11 February 2011

7 reasons why bogus therapies often seem to work

Dr Barry Beyerstein writes that subtle forces may lead intelligent people to think that a treatment has worked and gives seven reasons why this is.


Dr Barry Beyerstein, noted scientific skeptic and professor of psychology, wrote in Skeptical Inquirer that subtle forces may lead intelligent people to think that a treatment has worked. He listed seven reasons why people inflate the value of bogus treatments.

1. The disease may have run its natural course.
Many diseases are self-limiting. For instance, the common cold usually runs a course of approximately five to seven days before it is cured by the body’s own defence mechanisms. Sometimes we take medications on day five when the illness is already improving and then attribute improvement to the medication. In this way antibiotics have “cured” many a common cold.
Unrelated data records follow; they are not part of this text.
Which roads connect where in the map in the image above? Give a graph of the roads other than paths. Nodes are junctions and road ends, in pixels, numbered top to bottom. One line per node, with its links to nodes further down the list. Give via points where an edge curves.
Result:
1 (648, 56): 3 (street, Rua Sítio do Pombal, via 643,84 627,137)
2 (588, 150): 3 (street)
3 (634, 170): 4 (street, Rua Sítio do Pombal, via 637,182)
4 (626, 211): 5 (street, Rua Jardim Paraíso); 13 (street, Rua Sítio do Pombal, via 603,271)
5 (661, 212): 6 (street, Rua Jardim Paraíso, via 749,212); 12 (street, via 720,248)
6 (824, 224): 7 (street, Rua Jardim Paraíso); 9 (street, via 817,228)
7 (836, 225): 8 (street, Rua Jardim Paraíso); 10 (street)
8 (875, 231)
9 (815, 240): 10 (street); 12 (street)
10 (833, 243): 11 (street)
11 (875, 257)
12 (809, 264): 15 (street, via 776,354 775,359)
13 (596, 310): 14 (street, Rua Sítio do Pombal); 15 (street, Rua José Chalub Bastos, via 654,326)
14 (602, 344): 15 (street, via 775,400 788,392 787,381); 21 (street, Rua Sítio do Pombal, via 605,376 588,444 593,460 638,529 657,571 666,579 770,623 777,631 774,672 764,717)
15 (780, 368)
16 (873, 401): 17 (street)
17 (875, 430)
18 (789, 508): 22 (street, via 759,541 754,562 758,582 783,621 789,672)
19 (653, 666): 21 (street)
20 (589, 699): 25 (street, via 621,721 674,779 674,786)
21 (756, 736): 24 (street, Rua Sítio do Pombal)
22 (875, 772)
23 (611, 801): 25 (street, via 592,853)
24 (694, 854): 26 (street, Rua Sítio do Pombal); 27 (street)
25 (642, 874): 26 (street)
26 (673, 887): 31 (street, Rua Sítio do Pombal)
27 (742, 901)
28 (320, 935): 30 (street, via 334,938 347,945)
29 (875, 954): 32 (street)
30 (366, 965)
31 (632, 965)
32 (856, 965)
2. Many diseases are cyclical.
Chronic conditions such as arthritis, multiple sclerosis, allergies and depression have natural “ups and downs”. If treatment is instituted during the beginning of an improvement phase, we then may believe that the treatment has actually effected the cure.

3. The power of the placebo effect.
The belief that we are taking treatment which can cure an illness, causes powerful forces to effect an improvement through mind-body connections. This is called the “placebo effect”.

4. Credit for improvement can be applied incorrectly in dual treatment situations.
Diseases are sometimes treated with a combination of science-based treatment and “alternative” treatment. If improvement then occurs, credit is often inappropriately given to the “alternative” treatment.

5. The original diagnosis or prognosis may have been incorrect.
The diagnosis or prognosis may be incorrect. If improvement occurs after taking a bogus therapy, it can then be given inappropriate credit.

6. Temporary mood improvement can be confused with cure.
Some individuals that practice medicine have forceful and charismatic personalities. They may influence patients to the extent that they experience a psychological upliftment. This feeling of euphoria can be confused with a cure.

7. Psychological needs can distort perceptions.
Persons who invest time and money in bogus therapies, experience psychological distress when they admit to themselves that the treatment has not worked. In order to save face they may experience thought distortions and believe that the treatment has in fact worked. Rather than admit to themselves that the treatment has been a waste, they may convince themselves and others of redeeming value in the treatment.

Dr Beyerstein was a professor of psychology at Simon Fraser University in Burnaby, British Columbia.